4. G.O.R.A.
Çüüüş… Değil mi? Bunu demek istiyor insan. İnanın roller değişse ve bir Cem Yılmaz filmleri listesinde G.O.R.A.’yı ben dördüncü sırada görsem, ben de benzer bir tepki verirken bulurdum kendimi. Ama umarım ilk üç madde ilerledikçe, taşları yerine oturtabileceğim sizin için; nasıl düşündüğümü aktarabileceğim. Şimdilik G.O.R.A.’nın kıymetinin altını heves ve şevk ile çizdiğim şu yazıyı özetlesem yeterli zannederim: G.O.R.A., Türkiye’nin en iyi bilim kurgu filmi. Bu konuda rakibi yok. Çıkmadı. Olmayacak. Mümkün de değil zaten. Çünkü Türkiye’nin en iyi yaptığı şey mizah, mizahını en iyi yapan adam bu, bu adamın da yaptığı bilim kurgu filminin adı G.O.R.A. Denklem basit.
3. Hokkabaz
Hokkabaz’ın sonunda –spoiler olacak ama– şu yukarıdaki sahne var. Mazhar Alanson’un karakterinin cilalı bir karavan ile çıkageldiği, Tuna Orhan’ın karakterinin gözlüklerden kurtulmuş olmasına dair mutluluğunu paylaştığı ve en nihayetinde Cem Yılmaz’ın karakterinin hareketsiz bedeninin, Alanson’un kollarında uzanmasıyla biten bir sahne. O sahnenin finali İskender‘in uyanmasıyla biter ve ben hep düşünmüşümdür; uyanmasaydı İskender, kıysaydı Yılmaz bize, daha iyi olur muydu film? Daha derine işler miydi?

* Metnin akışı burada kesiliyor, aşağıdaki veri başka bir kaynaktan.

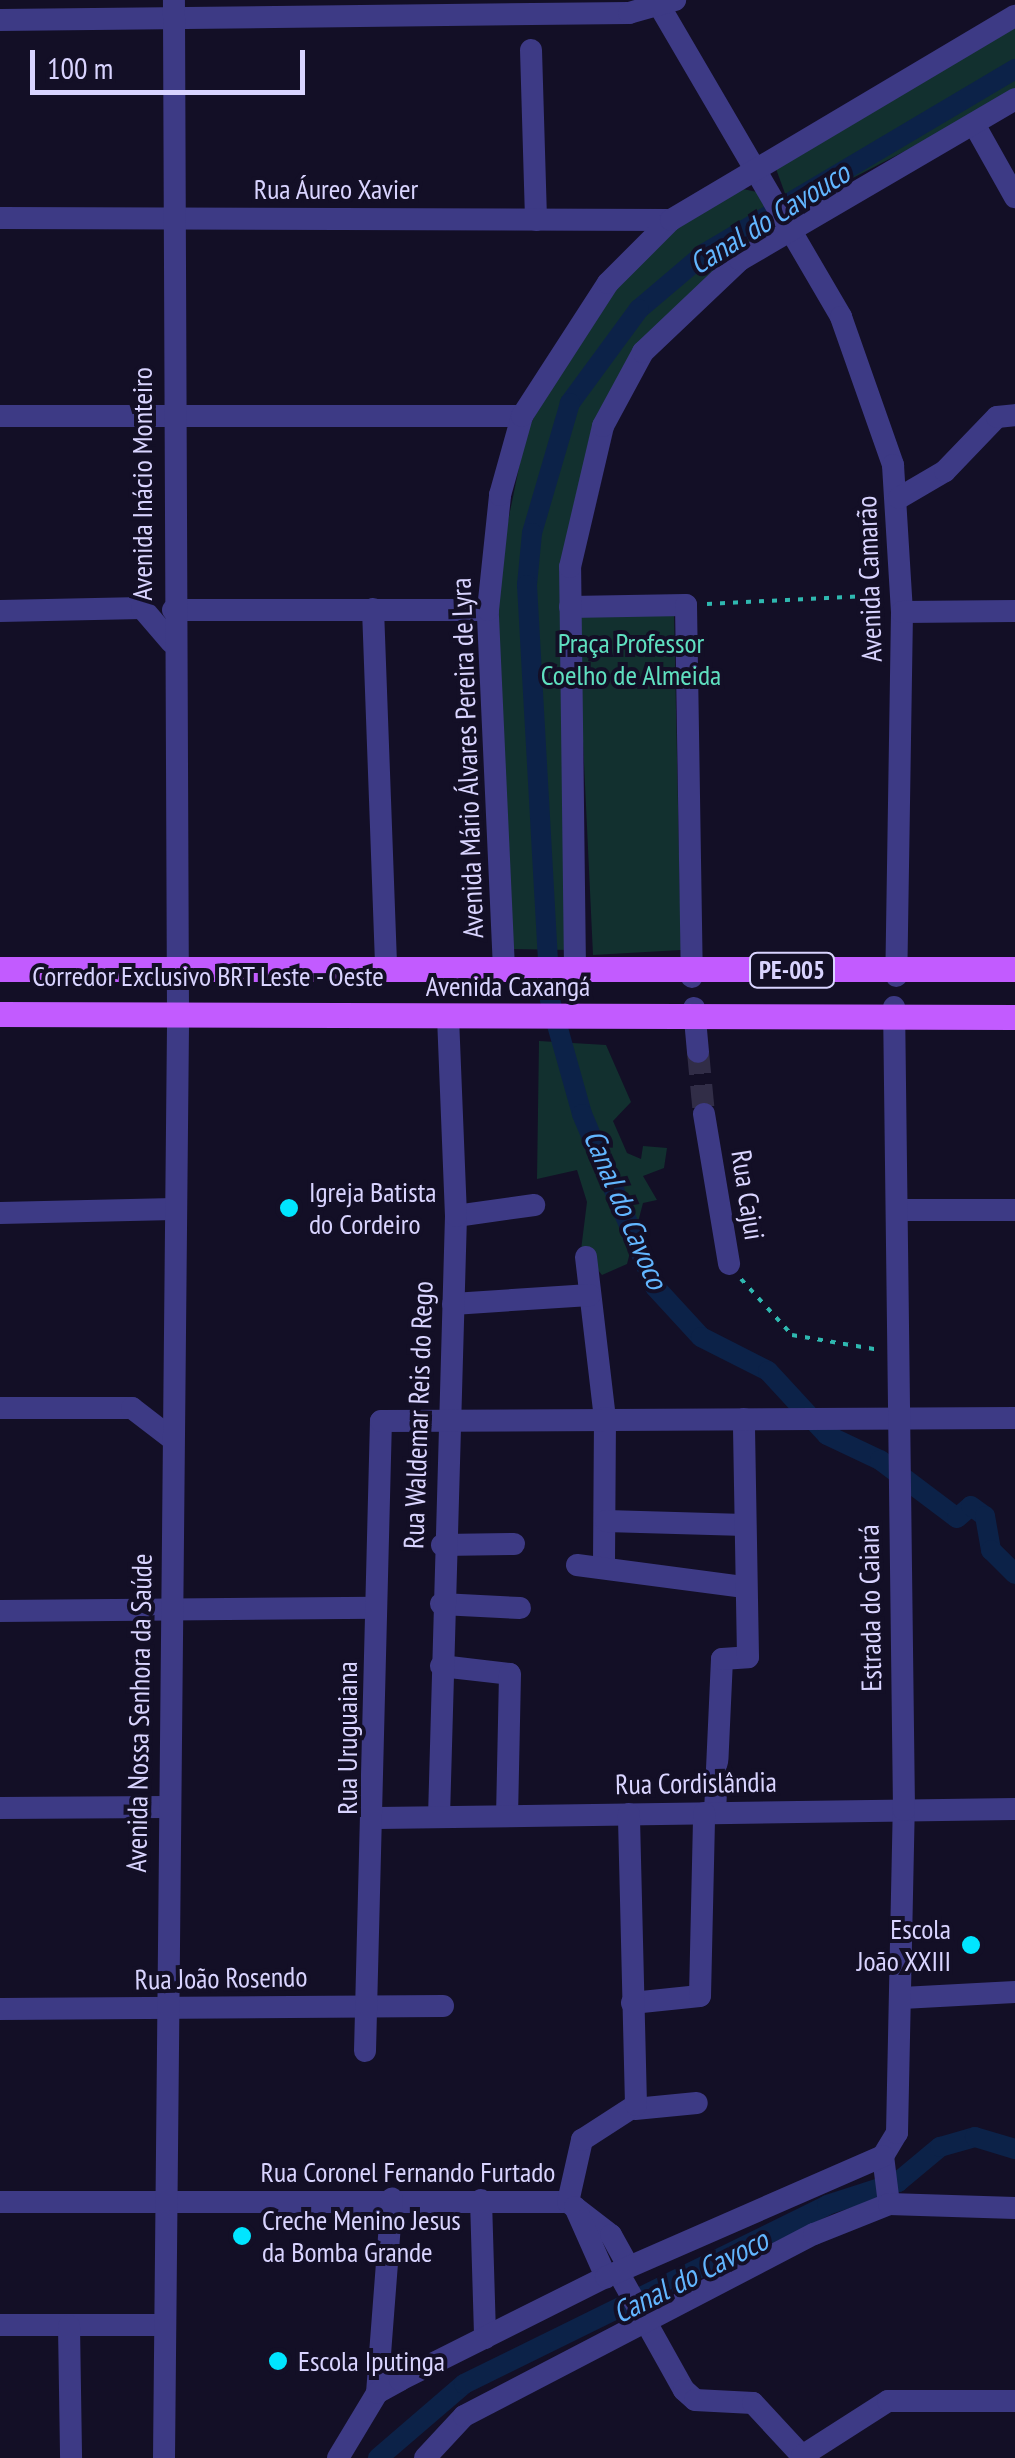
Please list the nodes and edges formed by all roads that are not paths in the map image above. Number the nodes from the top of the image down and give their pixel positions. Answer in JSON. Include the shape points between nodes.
{"nodes":[{"id":1,"x":664,"y":3,"type":"edge"},
{"id":2,"x":174,"y":11,"type":"edge"},
{"id":3,"x":1015,"y":16,"type":"edge"},
{"id":4,"x":0,"y":20,"type":"edge"},
{"id":5,"x":532,"y":50,"type":"dead end"},
{"id":6,"x":1015,"y":99,"type":"edge"},
{"id":7,"x":974,"y":124,"type":"junction"},
{"id":8,"x":759,"y":171,"type":"junction"},
{"id":9,"x":1015,"y":197,"type":"edge"},
{"id":10,"x":536,"y":210,"type":"junction"},
{"id":11,"x":0,"y":218,"type":"edge"},
{"id":12,"x":174,"y":218,"type":"junction"},
{"id":13,"x":671,"y":220,"type":"junction"},
{"id":14,"x":787,"y":224,"type":"junction"},
{"id":15,"x":0,"y":416,"type":"edge"},
{"id":16,"x":171,"y":416,"type":"junction"},
{"id":17,"x":522,"y":416,"type":"junction"},
{"id":18,"x":1015,"y":416,"type":"edge"},
{"id":19,"x":908,"y":493,"type":"junction"},
{"id":20,"x":172,"y":562,"type":"junction"},
{"id":21,"x":902,"y":603,"type":"junction"},
{"id":22,"x":570,"y":607,"type":"junction"},
{"id":23,"x":132,"y":608,"type":"junction"},
{"id":24,"x":373,"y":609,"type":"junction"},
{"id":25,"x":172,"y":610,"type":"junction"},
{"id":26,"x":488,"y":610,"type":"junction"},
{"id":27,"x":0,"y":611,"type":"edge"},
{"id":28,"x":1015,"y":611,"type":"edge"},
{"id":29,"x":173,"y":645,"type":"junction"},
{"id":30,"x":386,"y":969,"type":"junction"},
{"id":31,"x":507,"y":972,"type":"junction"},
{"id":32,"x":572,"y":972,"type":"junction"},
{"id":33,"x":0,"y":973,"type":"edge"},
{"id":34,"x":177,"y":973,"type":"junction"},
{"id":35,"x":896,"y":973,"type":"junction"},
{"id":36,"x":1015,"y":973,"type":"edge"},
{"id":37,"x":691,"y":974,"type":"junction"},
{"id":38,"x":0,"y":1006,"type":"edge"},
{"id":39,"x":1015,"y":1007,"type":"edge"},
{"id":40,"x":177,"y":1009,"type":"junction"},
{"id":41,"x":504,"y":1012,"type":"junction"},
{"id":42,"x":694,"y":1012,"type":"junction"},
{"id":43,"x":894,"y":1012,"type":"junction"},
{"id":44,"x":0,"y":1014,"type":"edge"},
{"id":45,"x":448,"y":1016,"type":"junction"},
{"id":46,"x":1015,"y":1017,"type":"edge"},
{"id":47,"x":698,"y":1052,"type":"tunnel mouth"},
{"id":48,"x":704,"y":1114,"type":"tunnel mouth"},
{"id":49,"x":534,"y":1205,"type":"dead end"},
{"id":50,"x":174,"y":1209,"type":"junction"},
{"id":51,"x":897,"y":1210,"type":"junction"},
{"id":52,"x":1015,"y":1210,"type":"edge"},
{"id":53,"x":0,"y":1213,"type":"edge"},
{"id":54,"x":456,"y":1216,"type":"junction"},
{"id":55,"x":586,"y":1257,"type":"dead end"},
{"id":56,"x":729,"y":1264,"type":"road end"},
{"id":57,"x":590,"y":1294,"type":"junction"},
{"id":58,"x":453,"y":1304,"type":"junction"},
{"id":59,"x":172,"y":1379,"type":"junction"},
{"id":60,"x":0,"y":1408,"type":"edge"},
{"id":61,"x":132,"y":1408,"type":"junction"},
{"id":62,"x":447,"y":1416,"type":"junction"},
{"id":63,"x":605,"y":1418,"type":"junction"},
{"id":64,"x":1015,"y":1418,"type":"edge"},
{"id":65,"x":744,"y":1419,"type":"junction"},
{"id":66,"x":899,"y":1420,"type":"junction"},
{"id":67,"x":171,"y":1438,"type":"junction"},
{"id":68,"x":606,"y":1521,"type":"junction"},
{"id":69,"x":745,"y":1525,"type":"junction"},
{"id":70,"x":514,"y":1544,"type":"dead end"},
{"id":71,"x":442,"y":1545,"type":"junction"},
{"id":72,"x":578,"y":1565,"type":"dead end"},
{"id":73,"x":604,"y":1568,"type":"junction"},
{"id":74,"x":745,"y":1587,"type":"junction"},
{"id":75,"x":441,"y":1604,"type":"junction"},
{"id":76,"x":376,"y":1608,"type":"junction"},
{"id":77,"x":520,"y":1608,"type":"dead end"},
{"id":78,"x":172,"y":1610,"type":"junction"},
{"id":79,"x":0,"y":1612,"type":"edge"},
{"id":80,"x":441,"y":1666,"type":"junction"},
{"id":81,"x":168,"y":1807,"type":"junction"},
{"id":82,"x":0,"y":1808,"type":"edge"},
{"id":83,"x":1015,"y":1809,"type":"edge"},
{"id":84,"x":904,"y":1810,"type":"junction"},
{"id":85,"x":710,"y":1813,"type":"junction"},
{"id":86,"x":630,"y":1814,"type":"junction"},
{"id":87,"x":508,"y":1816,"type":"junction"},
{"id":88,"x":440,"y":1817,"type":"junction"},
{"id":89,"x":378,"y":1818,"type":"junction"},
{"id":90,"x":1015,"y":1992,"type":"edge"},
{"id":91,"x":902,"y":1998,"type":"junction"},
{"id":92,"x":632,"y":2004,"type":"junction"},
{"id":93,"x":368,"y":2005,"type":"junction"},
{"id":94,"x":444,"y":2006,"type":"dead end"},
{"id":95,"x":0,"y":2009,"type":"edge"},
{"id":96,"x":164,"y":2009,"type":"junction"},
{"id":97,"x":365,"y":2050,"type":"dead end"},
{"id":98,"x":697,"y":2103,"type":"dead end"},
{"id":99,"x":634,"y":2109,"type":"junction"},
{"id":100,"x":884,"y":2159,"type":"junction"},
{"id":101,"x":392,"y":2199,"type":"junction"},
{"id":102,"x":481,"y":2200,"type":"junction"},
{"id":103,"x":889,"y":2200,"type":"junction"},
{"id":104,"x":164,"y":2201,"type":"junction"},
{"id":105,"x":0,"y":2202,"type":"edge"},
{"id":106,"x":571,"y":2204,"type":"junction"},
{"id":107,"x":1015,"y":2208,"type":"edge"},
{"id":108,"x":618,"y":2273,"type":"junction"},
{"id":109,"x":647,"y":2321,"type":"junction"},
{"id":110,"x":0,"y":2325,"type":"edge"},
{"id":111,"x":164,"y":2325,"type":"junction"},
{"id":112,"x":70,"y":2326,"type":"junction"},
{"id":113,"x":485,"y":2338,"type":"junction"},
{"id":114,"x":377,"y":2394,"type":"junction"},
{"id":115,"x":1015,"y":2400,"type":"edge"},
{"id":116,"x":803,"y":2457,"type":"edge"},
{"id":117,"x":71,"y":2458,"type":"edge"},
{"id":118,"x":164,"y":2458,"type":"edge"},
{"id":119,"x":338,"y":2458,"type":"edge"},
{"id":120,"x":425,"y":2458,"type":"edge"}],
"edges":[{"from":1,"to":2,"type":"street"},
{"from":1,"to":8,"type":"street","name":"Avenida Camarão"},
{"from":2,"to":4,"type":"street"},
{"from":2,"to":12,"type":"street","name":"Avenida Inácio Monteiro"},
{"from":3,"to":8,"type":"street","name":"Avenida Mário Álvares Pereira de Lyra"},
{"from":5,"to":10,"type":"street"},
{"from":6,"to":7,"type":"street"},
{"from":7,"to":9,"type":"street"},
{"from":7,"to":14,"type":"street"},
{"from":8,"to":13,"type":"street","name":"Avenida Mário Álvares Pereira de Lyra"},
{"from":8,"to":14,"type":"street","name":"Avenida Camarão"},
{"from":10,"to":12,"type":"street","name":"Rua Áureo Xavier"},
{"from":10,"to":13,"type":"street","name":"Rua Áureo Xavier"},
{"from":11,"to":12,"type":"street","name":"Rua Áureo Xavier"},
{"from":12,"to":16,"type":"street","name":"Avenida Inácio Monteiro"},
{"from":13,"to":17,"type":"street","name":"Avenida Mário Álvares Pereira de Lyra","via":[[608,283]]},
{"from":14,"to":19,"type":"street","name":"Avenida Camarão","via":[[874,394]]},
{"from":14,"to":22,"type":"street","via":[[681,307],[643,352],[603,426],[577,509]]},
{"from":15,"to":16,"type":"street"},
{"from":16,"to":17,"type":"street"},
{"from":16,"to":20,"type":"street","name":"Avenida Inácio Monteiro"},
{"from":17,"to":26,"type":"street","name":"Avenida Mário Álvares Pereira de Lyra","via":[[500,495]]},
{"from":18,"to":19,"type":"street","via":[[997,417]]},
{"from":19,"to":21,"type":"street","name":"Avenida Camarão"},
{"from":20,"to":23,"type":"street"},
{"from":20,"to":25,"type":"street","name":"Avenida Inácio Monteiro"},
{"from":21,"to":28,"type":"street"},
{"from":21,"to":35,"type":"street","name":"Avenida Camarão"},
{"from":22,"to":32,"type":"street"},
{"from":22,"to":37,"type":"street","via":[[686,605]]},
{"from":23,"to":27,"type":"street"},
{"from":23,"to":29,"type":"street","via":[[156,616]]},
{"from":24,"to":25,"type":"street"},
{"from":24,"to":26,"type":"street"},
{"from":24,"to":30,"type":"street"},
{"from":25,"to":29,"type":"street","name":"Avenida Inácio Monteiro"},
{"from":26,"to":31,"type":"street","name":"Avenida Mário Álvares Pereira de Lyra"},
{"from":29,"to":34,"type":"street","name":"Avenida Inácio Monteiro"},
{"from":30,"to":31,"type":"main road","name":"Avenida Caxangá","number":"PE-005"},
{"from":30,"to":34,"type":"main road","name":"Avenida Caxangá","number":"PE-005"},
{"from":31,"to":32,"type":"main road","name":"Avenida Caxangá","number":"PE-005"},
{"from":31,"to":34,"type":"street","name":"Corredor Exclusivo BRT Leste - Oeste"},
{"from":32,"to":37,"type":"main road","name":"Avenida Caxangá","number":"PE-005"},
{"from":33,"to":34,"type":"main road","name":"Avenida Caxangá","number":"PE-005"},
{"from":34,"to":40,"type":"street","name":"Avenida Nossa Senhora da Saúde"},
{"from":35,"to":36,"type":"main road","name":"Avenida Caxangá","number":"PE-005"},
{"from":35,"to":37,"type":"main road","name":"Avenida Caxangá","number":"PE-005"},
{"from":38,"to":40,"type":"street","name":"Corredor Exclusivo BRT Leste - Oeste"},
{"from":39,"to":43,"type":"street"},
{"from":40,"to":41,"type":"street","name":"Corredor Exclusivo BRT Leste - Oeste"},
{"from":40,"to":44,"type":"main road","name":"Avenida Caxangá","number":"PE-005"},
{"from":40,"to":45,"type":"main road","name":"Avenida Caxangá","number":"PE-005"},
{"from":40,"to":50,"type":"street","name":"Avenida Nossa Senhora da Saúde"},
{"from":41,"to":42,"type":"main road","name":"Avenida Caxangá","number":"PE-005"},
{"from":41,"to":45,"type":"main road","name":"Avenida Caxangá","number":"PE-005"},
{"from":42,"to":43,"type":"main road","name":"Avenida Caxangá","number":"PE-005"},
{"from":42,"to":47,"type":"street"},
{"from":43,"to":46,"type":"main road","name":"Avenida Caxangá","number":"PE-005"},
{"from":43,"to":51,"type":"street","name":"Estrada do Caiará"},
{"from":45,"to":54,"type":"street","name":"Rua Waldemar Reis do Rego"},
{"from":48,"to":56,"type":"street","name":"Rua Cajui"},
{"from":49,"to":54,"type":"street"},
{"from":50,"to":53,"type":"street"},
{"from":50,"to":59,"type":"street","name":"Avenida Nossa Senhora da Saúde"},
{"from":51,"to":52,"type":"street"},
{"from":51,"to":66,"type":"street","name":"Estrada do Caiará"},
{"from":54,"to":58,"type":"street","name":"Rua Waldemar Reis do Rego"},
{"from":55,"to":57,"type":"street"},
{"from":57,"to":58,"type":"street"},
{"from":57,"to":63,"type":"street"},
{"from":58,"to":62,"type":"street","name":"Rua Waldemar Reis do Rego"},
{"from":59,"to":61,"type":"street"},
{"from":59,"to":67,"type":"street","name":"Avenida Nossa Senhora da Saúde"},
{"from":60,"to":61,"type":"street"},
{"from":61,"to":67,"type":"street"},
{"from":62,"to":63,"type":"street"},
{"from":62,"to":71,"type":"street","name":"Rua Waldemar Reis do Rego"},
{"from":62,"to":76,"type":"street","name":"Rua Uruguaiana","via":[[377,1426]]},
{"from":63,"to":65,"type":"street"},
{"from":63,"to":68,"type":"street"},
{"from":64,"to":66,"type":"street"},
{"from":65,"to":66,"type":"street"},
{"from":65,"to":69,"type":"street"},
{"from":66,"to":84,"type":"street","name":"Estrada do Caiará"},
{"from":67,"to":78,"type":"street","name":"Avenida Nossa Senhora da Saúde"},
{"from":68,"to":69,"type":"street"},
{"from":68,"to":73,"type":"street"},
{"from":69,"to":74,"type":"street"},
{"from":70,"to":71,"type":"street"},
{"from":71,"to":75,"type":"street","name":"Rua Waldemar Reis do Rego"},
{"from":72,"to":73,"type":"street"},
{"from":73,"to":74,"type":"street"},
{"from":74,"to":85,"type":"street","via":[[748,1656],[722,1659]]},
{"from":75,"to":77,"type":"street"},
{"from":75,"to":80,"type":"street","name":"Rua Waldemar Reis do Rego"},
{"from":76,"to":78,"type":"street"},
{"from":76,"to":89,"type":"street","name":"Rua Uruguaiana"},
{"from":78,"to":79,"type":"street"},
{"from":78,"to":81,"type":"street","name":"Avenida Nossa Senhora da Saúde"},
{"from":80,"to":87,"type":"street","via":[[510,1674]]},
{"from":80,"to":88,"type":"street","name":"Rua Waldemar Reis do Rego"},
{"from":81,"to":82,"type":"street"},
{"from":81,"to":96,"type":"street","name":"Avenida Nossa Senhora da Saúde"},
{"from":83,"to":84,"type":"street","name":"Rua Cordislândia"},
{"from":84,"to":85,"type":"street","name":"Rua Cordislândia"},
{"from":84,"to":91,"type":"street","name":"Estrada do Caiará"},
{"from":85,"to":86,"type":"street","name":"Rua Cordislândia"},
{"from":85,"to":92,"type":"street","via":[[700,1996],[692,2004]]},
{"from":86,"to":87,"type":"street","name":"Rua Cordislândia"},
{"from":86,"to":92,"type":"street"},
{"from":87,"to":88,"type":"street","name":"Rua Cordislândia"},
{"from":88,"to":89,"type":"street","name":"Rua Cordislândia"},
{"from":89,"to":93,"type":"street","name":"Rua Uruguaiana"},
{"from":90,"to":91,"type":"street"},
{"from":91,"to":100,"type":"street","name":"Estrada do Caiará","via":[[897,2132]]},
{"from":92,"to":99,"type":"street"},
{"from":93,"to":94,"type":"street","name":"Rua João Rosendo"},
{"from":93,"to":96,"type":"street","name":"Rua João Rosendo"},
{"from":93,"to":97,"type":"street","name":"Rua Uruguaiana"},
{"from":95,"to":96,"type":"street","name":"Rua João Rosendo"},
{"from":96,"to":104,"type":"street","name":"Avenida Nossa Senhora da Saúde"},
{"from":98,"to":99,"type":"street"},
{"from":99,"to":106,"type":"street","via":[[582,2140]]},
{"from":100,"to":103,"type":"street","name":"Estrada do Caiará"},
{"from":100,"to":108,"type":"street"},
{"from":101,"to":102,"type":"street","name":"Rua Coronel Fernando Furtado"},
{"from":101,"to":104,"type":"street","name":"Rua Coronel Fernando Furtado"},
{"from":101,"to":114,"type":"street"},
{"from":102,"to":106,"type":"street","name":"Rua Coronel Fernando Furtado"},
{"from":102,"to":113,"type":"street"},
{"from":103,"to":107,"type":"street"},
{"from":103,"to":109,"type":"street"},
{"from":104,"to":105,"type":"street","name":"Rua Coronel Fernando Furtado"},
{"from":104,"to":111,"type":"street","name":"Avenida Nossa Senhora da Saúde"},
{"from":106,"to":108,"type":"street","name":"Rua Coronel Fernando Furtado","via":[[611,2235]]},
{"from":108,"to":109,"type":"street","name":"Rua Coronel Fernando Furtado"},
{"from":108,"to":113,"type":"street"},
{"from":109,"to":116,"type":"street","name":"Rua Coronel Fernando Furtado","via":[[695,2400],[753,2403]]},
{"from":109,"to":120,"type":"street","via":[[464,2416]]},
{"from":110,"to":112,"type":"street"},
{"from":111,"to":112,"type":"street"},
{"from":111,"to":118,"type":"street","name":"Avenida Nossa Senhora da Saúde"},
{"from":112,"to":117,"type":"street"},
{"from":113,"to":114,"type":"street"},
{"from":114,"to":119,"type":"street"},
{"from":115,"to":116,"type":"street","via":[[888,2401]]}]}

Yıllar geçti ama, en sonunda bu sorunun cevabını verebiliyorum. Hayır. Daha iyi olmazdı. Çünkü Hokkabaz bir ümit filmi. Bir kalp filmi. Saflığı öven bir film. Yılmaz’ın esasında şüpheciliğe ve aşınmış kalplere karşı daimi bir ufka bakma hâlini savunduğu filmini performans sanatlarının en eskisi olan sihirbazlık etrafında kurması tesadüfi değil. Çünkü Yılmaz –her büyük sanatçı gibi– kendisini anlatıyor aslında bu kontrastın içerisinde. Kararı bu yüzden doğru. Olmaz diyenlere, kalbini kıranlara, rızkına niyetlenenlere ve bütün kalbi katılaşmış baba figürlerine karşı hokkabazlar vazgeçemez çünkü. Vazgeçmemeli.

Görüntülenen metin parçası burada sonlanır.